→ Directions for this task
Please reproduce the entries below exactly as they stand, but leave the pictures out.

Record set Block Start

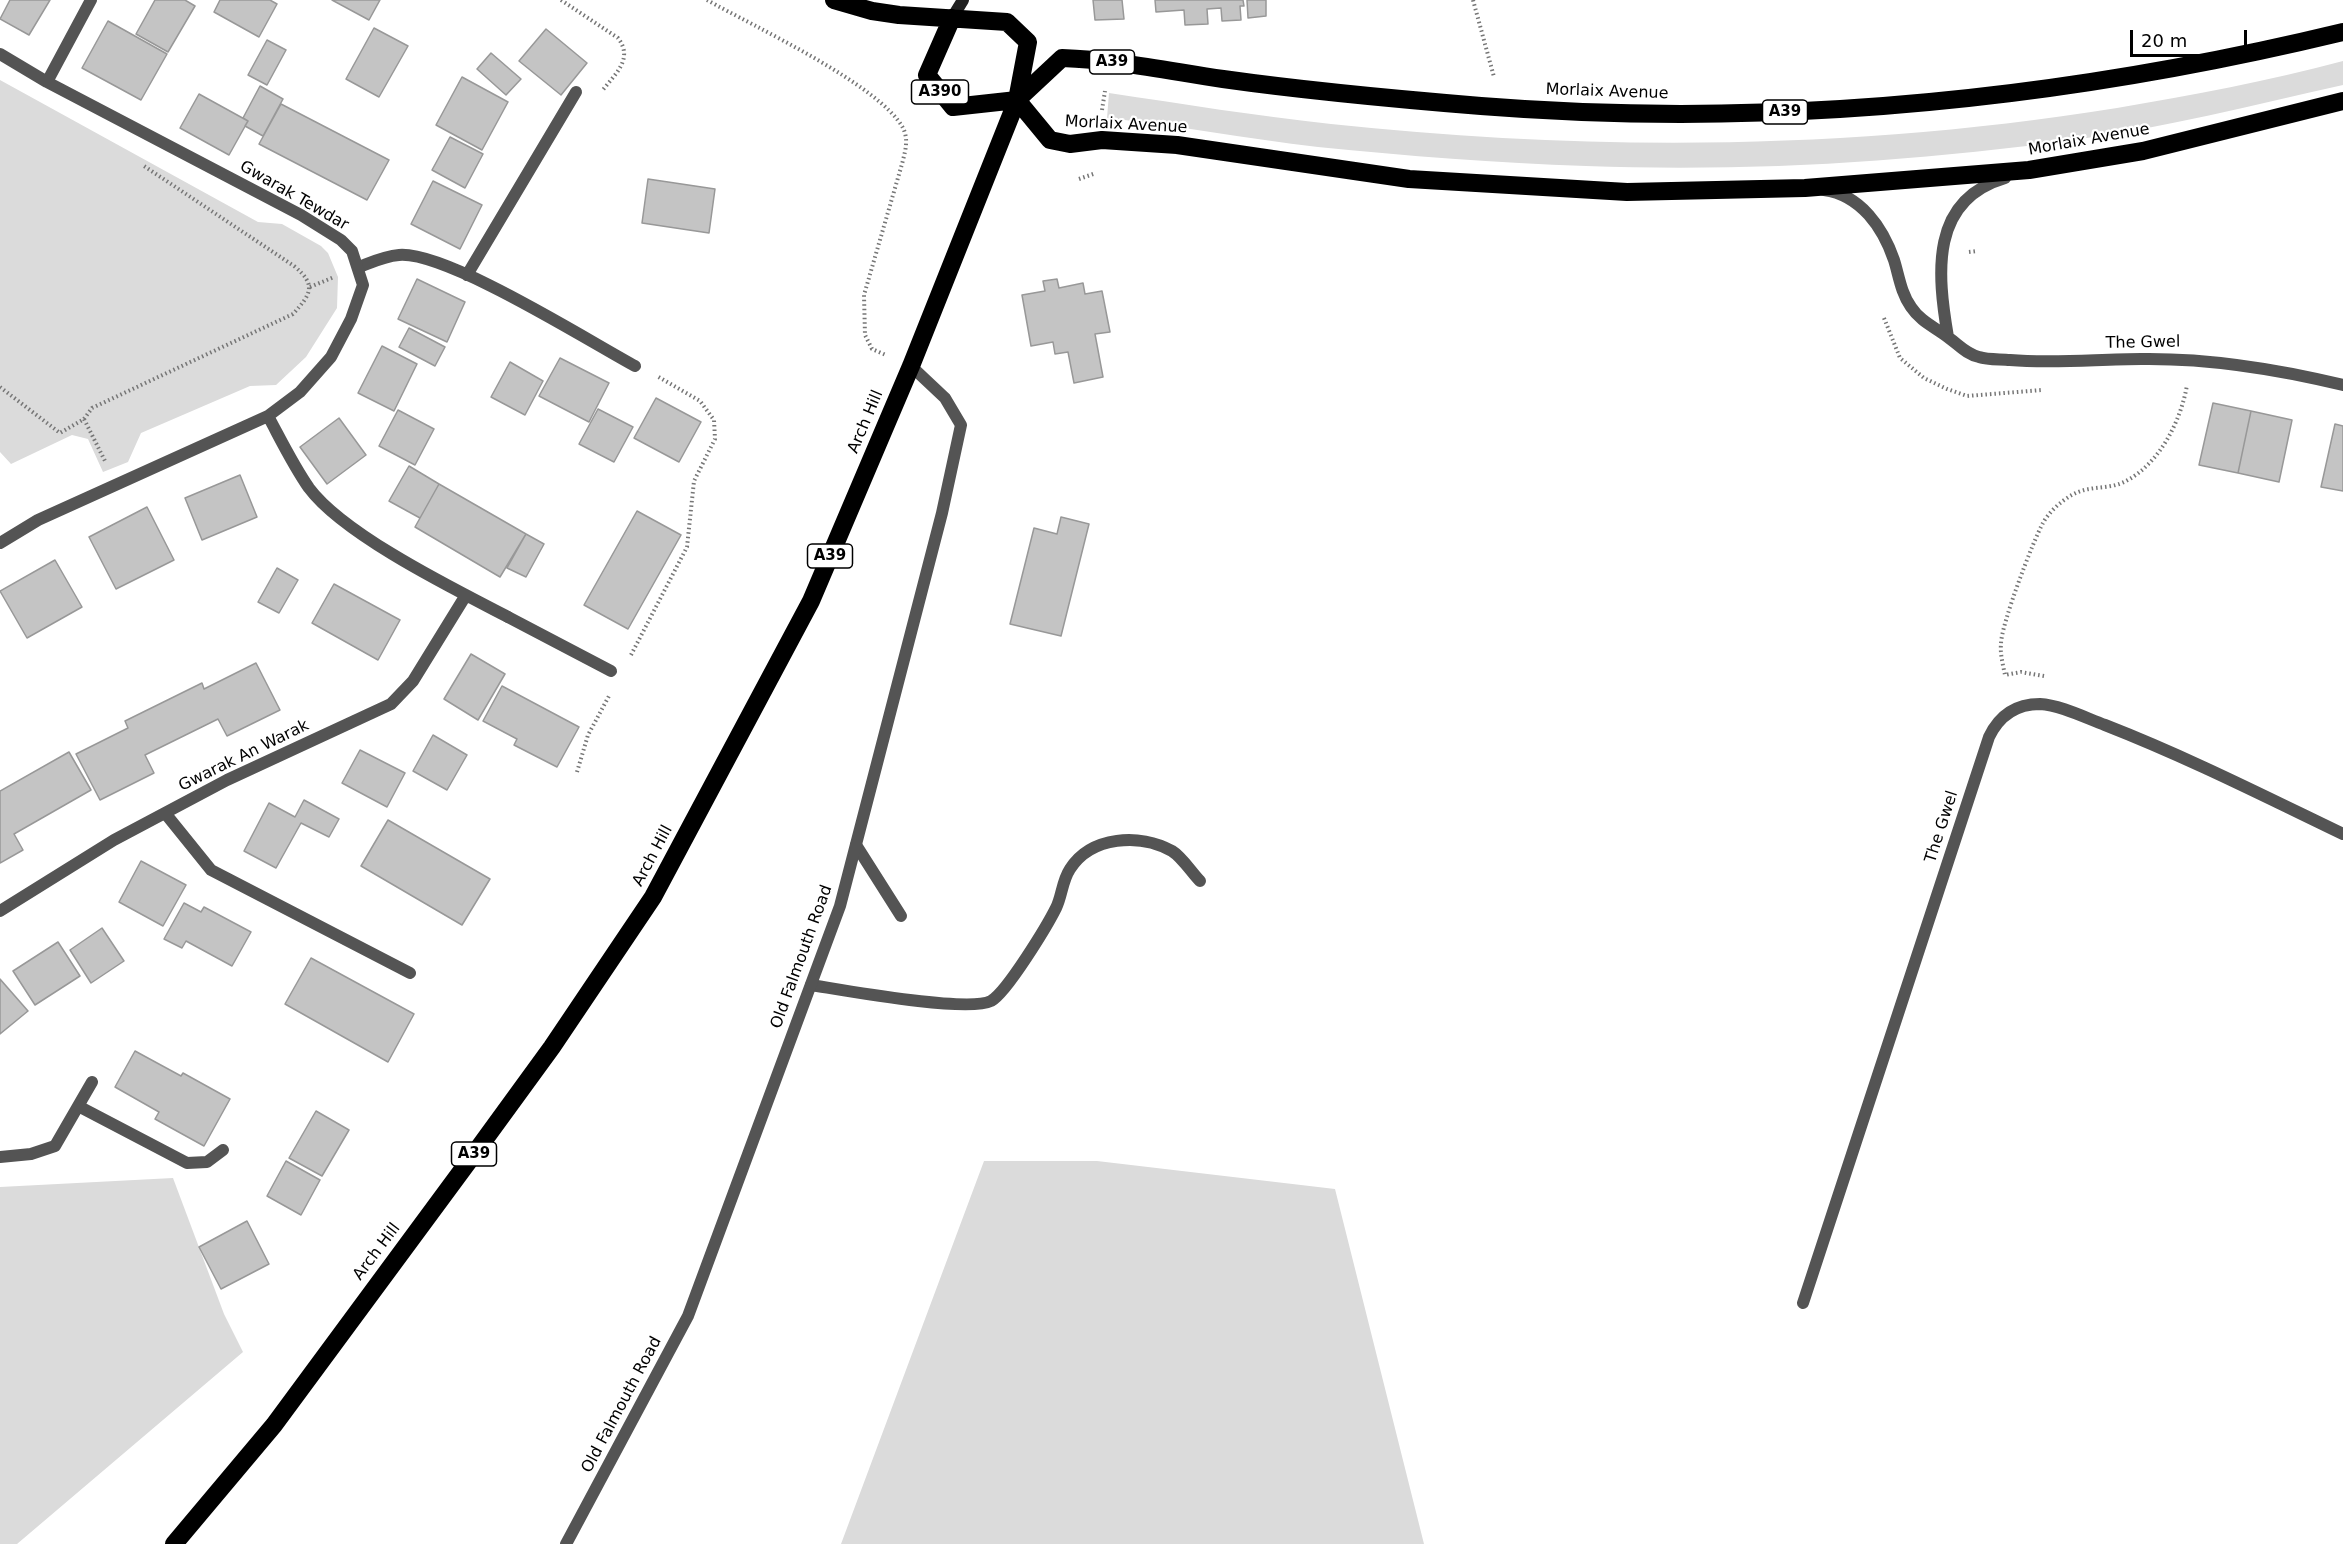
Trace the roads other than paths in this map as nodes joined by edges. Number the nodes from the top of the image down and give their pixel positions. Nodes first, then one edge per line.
1 (91, 0) edge
2 (834, 0) edge
3 (963, 0) edge
4 (952, 18) junction
5 (2343, 32) edge
6 (0, 54) edge
7 (47, 82) junction
8 (576, 92) road end
9 (1017, 100) junction
10 (2343, 101) edge
11 (2029, 170) junction
12 (1805, 188) junction
13 (359, 267) junction
14 (466, 275) junction
15 (1948, 337) junction
16 (634, 366) road end
17 (911, 366) junction
18 (2343, 386) edge
19 (268, 416) junction
20 (0, 543) edge
21 (466, 595) junction
22 (611, 671) dead end
23 (165, 813) junction
24 (2343, 834) edge
25 (856, 845) junction
26 (1200, 881) dead end
27 (0, 911) edge
28 (901, 916) dead end
29 (410, 973) dead end
30 (810, 985) junction
31 (92, 1082) dead end
32 (80, 1107) junction
33 (223, 1150) dead end
34 (0, 1157) edge
35 (1803, 1303) dead end
36 (174, 1544) edge
37 (566, 1544) edge

1 - 7 street
2 - 4 highway
3 - 4 street
4 - 9 highway
4 - 9 highway, A390
5 - 9 highway, Morlaix Avenue / A39
6 - 7 street, Gwarak Tewdar
7 - 13 street, Gwarak Tewdar
8 - 14 street
9 - 12 highway, Morlaix Avenue
9 - 17 highway, Arch Hill / A39
10 - 11 highway, Morlaix Avenue
11 - 12 highway, Morlaix Avenue
11 - 15 street
12 - 15 street, The Gwel
13 - 14 street
13 - 19 street
14 - 16 street
15 - 18 street, The Gwel
17 - 25 street, Old Falmouth Road
17 - 36 highway, Arch Hill / A39
19 - 20 street
19 - 21 street
21 - 22 street
21 - 23 street, Gwarak An Warak
23 - 27 street, Gwarak An Warak
23 - 29 street
24 - 35 street, The Gwel
25 - 28 street
25 - 30 street, Old Falmouth Road
26 - 30 street
30 - 37 street, Old Falmouth Road
31 - 32 street
32 - 33 street
32 - 34 street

Record set Block End

→ Exercise solution
Trace the roads other than paths in this map as nodes joined by edges. Number the nodes from the top of the image down and give their pixel positions. Nodes first, then one edge per line.
1 (91, 0) edge
2 (834, 0) edge
3 (963, 0) edge
4 (952, 18) junction
5 (2343, 32) edge
6 (0, 54) edge
7 (47, 82) junction
8 (576, 92) road end
9 (1017, 100) junction
10 (2343, 101) edge
11 (2029, 170) junction
12 (1805, 188) junction
13 (359, 267) junction
14 (466, 275) junction
15 (1948, 337) junction
16 (634, 366) road end
17 (911, 366) junction
18 (2343, 386) edge
19 (268, 416) junction
20 (0, 543) edge
21 (466, 595) junction
22 (611, 671) dead end
23 (165, 813) junction
24 (2343, 834) edge
25 (856, 845) junction
26 (1200, 881) dead end
27 (0, 911) edge
28 (901, 916) dead end
29 (410, 973) dead end
30 (810, 985) junction
31 (92, 1082) dead end
32 (80, 1107) junction
33 (223, 1150) dead end
34 (0, 1157) edge
35 (1803, 1303) dead end
36 (174, 1544) edge
37 (566, 1544) edge

1 - 7 street
2 - 4 highway
3 - 4 street
4 - 9 highway
4 - 9 highway, A390
5 - 9 highway, Morlaix Avenue / A39
6 - 7 street, Gwarak Tewdar
7 - 13 street, Gwarak Tewdar
8 - 14 street
9 - 12 highway, Morlaix Avenue
9 - 17 highway, Arch Hill / A39
10 - 11 highway, Morlaix Avenue
11 - 12 highway, Morlaix Avenue
11 - 15 street
12 - 15 street, The Gwel
13 - 14 street
13 - 19 street
14 - 16 street
15 - 18 street, The Gwel
17 - 25 street, Old Falmouth Road
17 - 36 highway, Arch Hill / A39
19 - 20 street
19 - 21 street
21 - 22 street
21 - 23 street, Gwarak An Warak
23 - 27 street, Gwarak An Warak
23 - 29 street
24 - 35 street, The Gwel
25 - 28 street
25 - 30 street, Old Falmouth Road
26 - 30 street
30 - 37 street, Old Falmouth Road
31 - 32 street
32 - 33 street
32 - 34 street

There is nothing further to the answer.